## PROBLEM TO WORK ON
Once you have read the entries, copy all of them exactly.

## INFORMATION GIVEN
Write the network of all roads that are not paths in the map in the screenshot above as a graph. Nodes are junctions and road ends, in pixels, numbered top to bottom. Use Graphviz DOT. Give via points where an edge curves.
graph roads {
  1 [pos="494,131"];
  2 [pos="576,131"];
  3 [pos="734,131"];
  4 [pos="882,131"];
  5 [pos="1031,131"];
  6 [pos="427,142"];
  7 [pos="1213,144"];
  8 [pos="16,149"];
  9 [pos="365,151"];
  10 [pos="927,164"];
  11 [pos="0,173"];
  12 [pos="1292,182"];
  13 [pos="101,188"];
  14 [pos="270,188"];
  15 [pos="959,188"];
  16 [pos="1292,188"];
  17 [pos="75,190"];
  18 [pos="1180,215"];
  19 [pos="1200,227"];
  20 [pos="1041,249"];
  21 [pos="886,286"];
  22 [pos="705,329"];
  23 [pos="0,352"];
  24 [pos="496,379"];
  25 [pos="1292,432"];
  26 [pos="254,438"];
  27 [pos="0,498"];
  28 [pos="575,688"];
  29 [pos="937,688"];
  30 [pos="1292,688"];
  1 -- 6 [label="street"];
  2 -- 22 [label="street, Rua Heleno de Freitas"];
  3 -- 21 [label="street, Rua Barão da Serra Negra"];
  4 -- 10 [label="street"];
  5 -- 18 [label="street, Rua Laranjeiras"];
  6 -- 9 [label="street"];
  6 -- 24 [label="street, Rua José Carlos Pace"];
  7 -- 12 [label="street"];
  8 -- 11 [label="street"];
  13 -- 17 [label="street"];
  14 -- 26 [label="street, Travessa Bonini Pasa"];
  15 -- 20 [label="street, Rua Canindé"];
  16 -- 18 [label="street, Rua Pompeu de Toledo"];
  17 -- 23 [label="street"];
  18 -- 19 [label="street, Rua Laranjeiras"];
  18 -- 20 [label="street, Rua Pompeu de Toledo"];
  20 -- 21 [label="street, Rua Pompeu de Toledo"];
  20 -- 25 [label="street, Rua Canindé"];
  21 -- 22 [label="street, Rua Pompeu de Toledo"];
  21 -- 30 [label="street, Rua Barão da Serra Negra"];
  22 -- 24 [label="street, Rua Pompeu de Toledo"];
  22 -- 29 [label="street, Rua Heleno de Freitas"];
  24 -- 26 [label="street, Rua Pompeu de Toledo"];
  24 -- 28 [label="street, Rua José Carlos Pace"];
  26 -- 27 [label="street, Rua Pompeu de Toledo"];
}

## ANSWER SPACE
Write the network of all roads that are not paths in the map in the screenshot above as a graph. Nodes are junctions and road ends, in pixels, numbered top to bottom. Use Graphviz DOT. Give via points where an edge curves.
graph roads {
  1 [pos="494,131"];
  2 [pos="576,131"];
  3 [pos="734,131"];
  4 [pos="882,131"];
  5 [pos="1031,131"];
  6 [pos="427,142"];
  7 [pos="1213,144"];
  8 [pos="16,149"];
  9 [pos="365,151"];
  10 [pos="927,164"];
  11 [pos="0,173"];
  12 [pos="1292,182"];
  13 [pos="101,188"];
  14 [pos="270,188"];
  15 [pos="959,188"];
  16 [pos="1292,188"];
  17 [pos="75,190"];
  18 [pos="1180,215"];
  19 [pos="1200,227"];
  20 [pos="1041,249"];
  21 [pos="886,286"];
  22 [pos="705,329"];
  23 [pos="0,352"];
  24 [pos="496,379"];
  25 [pos="1292,432"];
  26 [pos="254,438"];
  27 [pos="0,498"];
  28 [pos="575,688"];
  29 [pos="937,688"];
  30 [pos="1292,688"];
  1 -- 6 [label="street"];
  2 -- 22 [label="street, Rua Heleno de Freitas"];
  3 -- 21 [label="street, Rua Barão da Serra Negra"];
  4 -- 10 [label="street"];
  5 -- 18 [label="street, Rua Laranjeiras"];
  6 -- 9 [label="street"];
  6 -- 24 [label="street, Rua José Carlos Pace"];
  7 -- 12 [label="street"];
  8 -- 11 [label="street"];
  13 -- 17 [label="street"];
  14 -- 26 [label="street, Travessa Bonini Pasa"];
  15 -- 20 [label="street, Rua Canindé"];
  16 -- 18 [label="street, Rua Pompeu de Toledo"];
  17 -- 23 [label="street"];
  18 -- 19 [label="street, Rua Laranjeiras"];
  18 -- 20 [label="street, Rua Pompeu de Toledo"];
  20 -- 21 [label="street, Rua Pompeu de Toledo"];
  20 -- 25 [label="street, Rua Canindé"];
  21 -- 22 [label="street, Rua Pompeu de Toledo"];
  21 -- 30 [label="street, Rua Barão da Serra Negra"];
  22 -- 24 [label="street, Rua Pompeu de Toledo"];
  22 -- 29 [label="street, Rua Heleno de Freitas"];
  24 -- 26 [label="street, Rua Pompeu de Toledo"];
  24 -- 28 [label="street, Rua José Carlos Pace"];
  26 -- 27 [label="street, Rua Pompeu de Toledo"];
}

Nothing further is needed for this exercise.